The flow of fluids (pure liquids and solutions) in very narrow channels enjoys a substantial attention with the rapid development of the fields of micro and nanofluidics. Miniaturized integrated fluidic devices have a great potential for enhanced separation and analysis by reducing the required time and the sizes of the samples. In channels of submicron dimension the electrokinetic phenomena play a particularly important role since the electric double layers formed at the walls can occupy a substantial part of the channel volume. This presents a theoretical difficulty and specific problems are usually treated numerically and in a non-comprehensive way. In our work we present a concise theory that allows obtaining analytical expressions for the transport of fluid (electroosmotic flow), ions (electric current) and dissolved charged molecules (analytes). The model is based on the weak double layer approximation and has a wide range of validity. A unique feature of this theoretical approach is that it is applicable not only to symmetric but also to asymmetric 2:1 and 1:2 electrolytes which exhibit very interesting properties in nanoscale channels.

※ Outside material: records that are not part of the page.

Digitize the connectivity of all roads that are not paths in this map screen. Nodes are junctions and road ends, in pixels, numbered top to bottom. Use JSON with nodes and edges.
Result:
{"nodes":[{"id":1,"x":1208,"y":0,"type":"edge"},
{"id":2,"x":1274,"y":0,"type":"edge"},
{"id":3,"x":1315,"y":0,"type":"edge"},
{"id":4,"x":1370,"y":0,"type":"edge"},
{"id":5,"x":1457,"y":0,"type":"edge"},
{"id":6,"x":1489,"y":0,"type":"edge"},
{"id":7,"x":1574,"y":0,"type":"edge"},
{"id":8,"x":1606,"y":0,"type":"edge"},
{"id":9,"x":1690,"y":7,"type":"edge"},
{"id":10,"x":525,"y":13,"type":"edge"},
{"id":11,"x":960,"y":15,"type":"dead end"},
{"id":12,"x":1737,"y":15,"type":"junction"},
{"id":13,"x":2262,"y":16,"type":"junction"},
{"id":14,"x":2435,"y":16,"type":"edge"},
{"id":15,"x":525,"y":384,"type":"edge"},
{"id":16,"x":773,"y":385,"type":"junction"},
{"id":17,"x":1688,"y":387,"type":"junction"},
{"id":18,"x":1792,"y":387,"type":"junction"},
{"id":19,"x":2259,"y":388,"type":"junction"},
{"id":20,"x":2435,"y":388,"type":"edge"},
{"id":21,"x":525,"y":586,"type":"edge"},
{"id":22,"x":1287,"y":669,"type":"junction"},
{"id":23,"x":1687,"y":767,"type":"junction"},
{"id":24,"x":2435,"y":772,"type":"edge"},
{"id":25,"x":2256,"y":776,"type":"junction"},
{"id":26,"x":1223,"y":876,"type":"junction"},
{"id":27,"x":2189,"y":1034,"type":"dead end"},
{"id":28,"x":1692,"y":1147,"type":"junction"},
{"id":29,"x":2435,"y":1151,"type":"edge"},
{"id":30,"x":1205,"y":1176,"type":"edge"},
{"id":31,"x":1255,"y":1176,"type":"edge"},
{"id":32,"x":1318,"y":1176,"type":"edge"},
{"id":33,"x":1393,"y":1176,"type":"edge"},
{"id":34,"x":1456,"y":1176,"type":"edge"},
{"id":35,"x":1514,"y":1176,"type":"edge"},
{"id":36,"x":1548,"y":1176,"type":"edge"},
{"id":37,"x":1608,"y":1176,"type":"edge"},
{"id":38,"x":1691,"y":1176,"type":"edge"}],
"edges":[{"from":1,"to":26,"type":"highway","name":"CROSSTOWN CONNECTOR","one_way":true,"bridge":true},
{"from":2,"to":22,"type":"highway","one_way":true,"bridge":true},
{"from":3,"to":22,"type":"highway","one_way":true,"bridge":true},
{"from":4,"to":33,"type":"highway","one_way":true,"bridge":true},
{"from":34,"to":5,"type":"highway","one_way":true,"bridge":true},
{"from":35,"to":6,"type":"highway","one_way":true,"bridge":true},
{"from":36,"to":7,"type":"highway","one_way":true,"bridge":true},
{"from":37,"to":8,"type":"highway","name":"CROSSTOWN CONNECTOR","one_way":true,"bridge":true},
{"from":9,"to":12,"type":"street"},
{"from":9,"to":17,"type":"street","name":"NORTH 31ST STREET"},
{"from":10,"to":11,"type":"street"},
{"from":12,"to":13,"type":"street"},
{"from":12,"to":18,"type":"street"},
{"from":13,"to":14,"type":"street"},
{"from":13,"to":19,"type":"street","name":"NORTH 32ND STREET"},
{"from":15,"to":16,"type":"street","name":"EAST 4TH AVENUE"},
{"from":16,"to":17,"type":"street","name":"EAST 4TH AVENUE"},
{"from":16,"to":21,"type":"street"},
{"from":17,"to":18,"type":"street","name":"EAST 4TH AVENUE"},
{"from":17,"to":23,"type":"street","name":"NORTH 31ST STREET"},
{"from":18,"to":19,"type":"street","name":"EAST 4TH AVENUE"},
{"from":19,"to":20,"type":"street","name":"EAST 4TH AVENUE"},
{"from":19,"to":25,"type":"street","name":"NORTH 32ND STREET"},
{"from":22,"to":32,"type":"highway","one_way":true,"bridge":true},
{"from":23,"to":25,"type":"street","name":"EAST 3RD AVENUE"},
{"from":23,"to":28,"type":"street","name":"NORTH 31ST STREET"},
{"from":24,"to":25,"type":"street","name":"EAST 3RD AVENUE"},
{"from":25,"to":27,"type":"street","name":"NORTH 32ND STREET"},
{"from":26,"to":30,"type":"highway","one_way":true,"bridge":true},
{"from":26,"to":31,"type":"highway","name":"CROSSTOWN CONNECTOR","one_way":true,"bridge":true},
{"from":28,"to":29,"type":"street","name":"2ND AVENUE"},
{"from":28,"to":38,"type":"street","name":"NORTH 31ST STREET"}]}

The possibility of affecting the wall zeta potential by applying a transverse voltage bias is also analyzed. This transverse bias is used in an attempt to control the transport in the channel and such devices are often called ?fluidic field effect transistors?. Our model quantifies the effect of the voltage bias on the zeta potential of the channel wall and therefore can be used for prediction of transport and optimization of separations in such fluidic devices.